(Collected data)
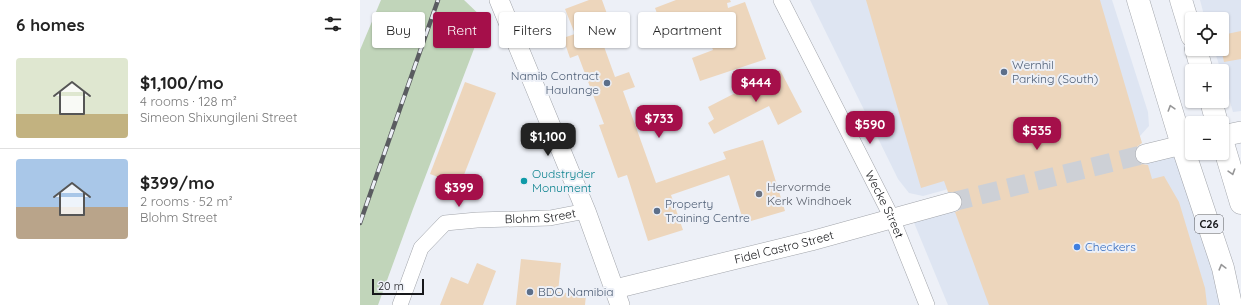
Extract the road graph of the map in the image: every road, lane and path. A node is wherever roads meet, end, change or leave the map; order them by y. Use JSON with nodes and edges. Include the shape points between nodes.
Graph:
{"nodes":[{"id":1,"x":499,"y":0,"type":"edge"},
{"id":2,"x":781,"y":0,"type":"edge"},
{"id":3,"x":1138,"y":0,"type":"edge"},
{"id":4,"x":1181,"y":0,"type":"edge"},
{"id":5,"x":1185,"y":13,"type":"edge"},
{"id":6,"x":1241,"y":132,"type":"edge"},
{"id":7,"x":1229,"y":135,"type":"edge"},
{"id":8,"x":1185,"y":138,"type":"edge"},
{"id":9,"x":1185,"y":144,"type":"edge"},
{"id":10,"x":1145,"y":154,"type":"tunnel mouth"},
{"id":11,"x":1192,"y":160,"type":"edge"},
{"id":12,"x":1228,"y":160,"type":"edge"},
{"id":13,"x":952,"y":202,"type":"tunnel mouth"},
{"id":14,"x":1241,"y":203,"type":"edge"},
{"id":15,"x":586,"y":211,"type":"junction"},
{"id":16,"x":892,"y":218,"type":"junction"},
{"id":17,"x":617,"y":297,"type":"edge"},
{"id":18,"x":400,"y":305,"type":"edge"},
{"id":19,"x":927,"y":305,"type":"edge"},
{"id":20,"x":1231,"y":305,"type":"edge"}],
"edges":[{"from":1,"to":15,"type":"street"},
{"from":2,"to":16,"type":"street","name":"Wecke Street"},
{"from":8,"to":3,"type":"main road","number":"C26","one_way":true},
{"from":4,"to":5,"type":"main road"},
{"from":6,"to":7,"type":"main road"},
{"from":9,"to":10,"type":"street"},
{"from":20,"to":11,"type":"main road","number":"C26","one_way":true},
{"from":12,"to":14,"type":"main road","one_way":true},
{"from":13,"to":16,"type":"street","name":"Fidel Castro Street"},
{"from":15,"to":17,"type":"street"},
{"from":15,"to":18,"type":"street","name":"Blohm Street","via":[[550,218],[445,223],[421,248]]},
{"from":16,"to":17,"type":"street","name":"Fidel Castro Street"},
{"from":16,"to":19,"type":"street","name":"Wecke Street"}]}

WORK REQUEST: Find every line in the records that has the word "Wecke". Copy those lines.

SOLUTION TO THE EXERCISE:
{"from":2,"to":16,"type":"street","name":"Wecke Street"},
{"from":16,"to":19,"type":"street","name":"Wecke Street"}]}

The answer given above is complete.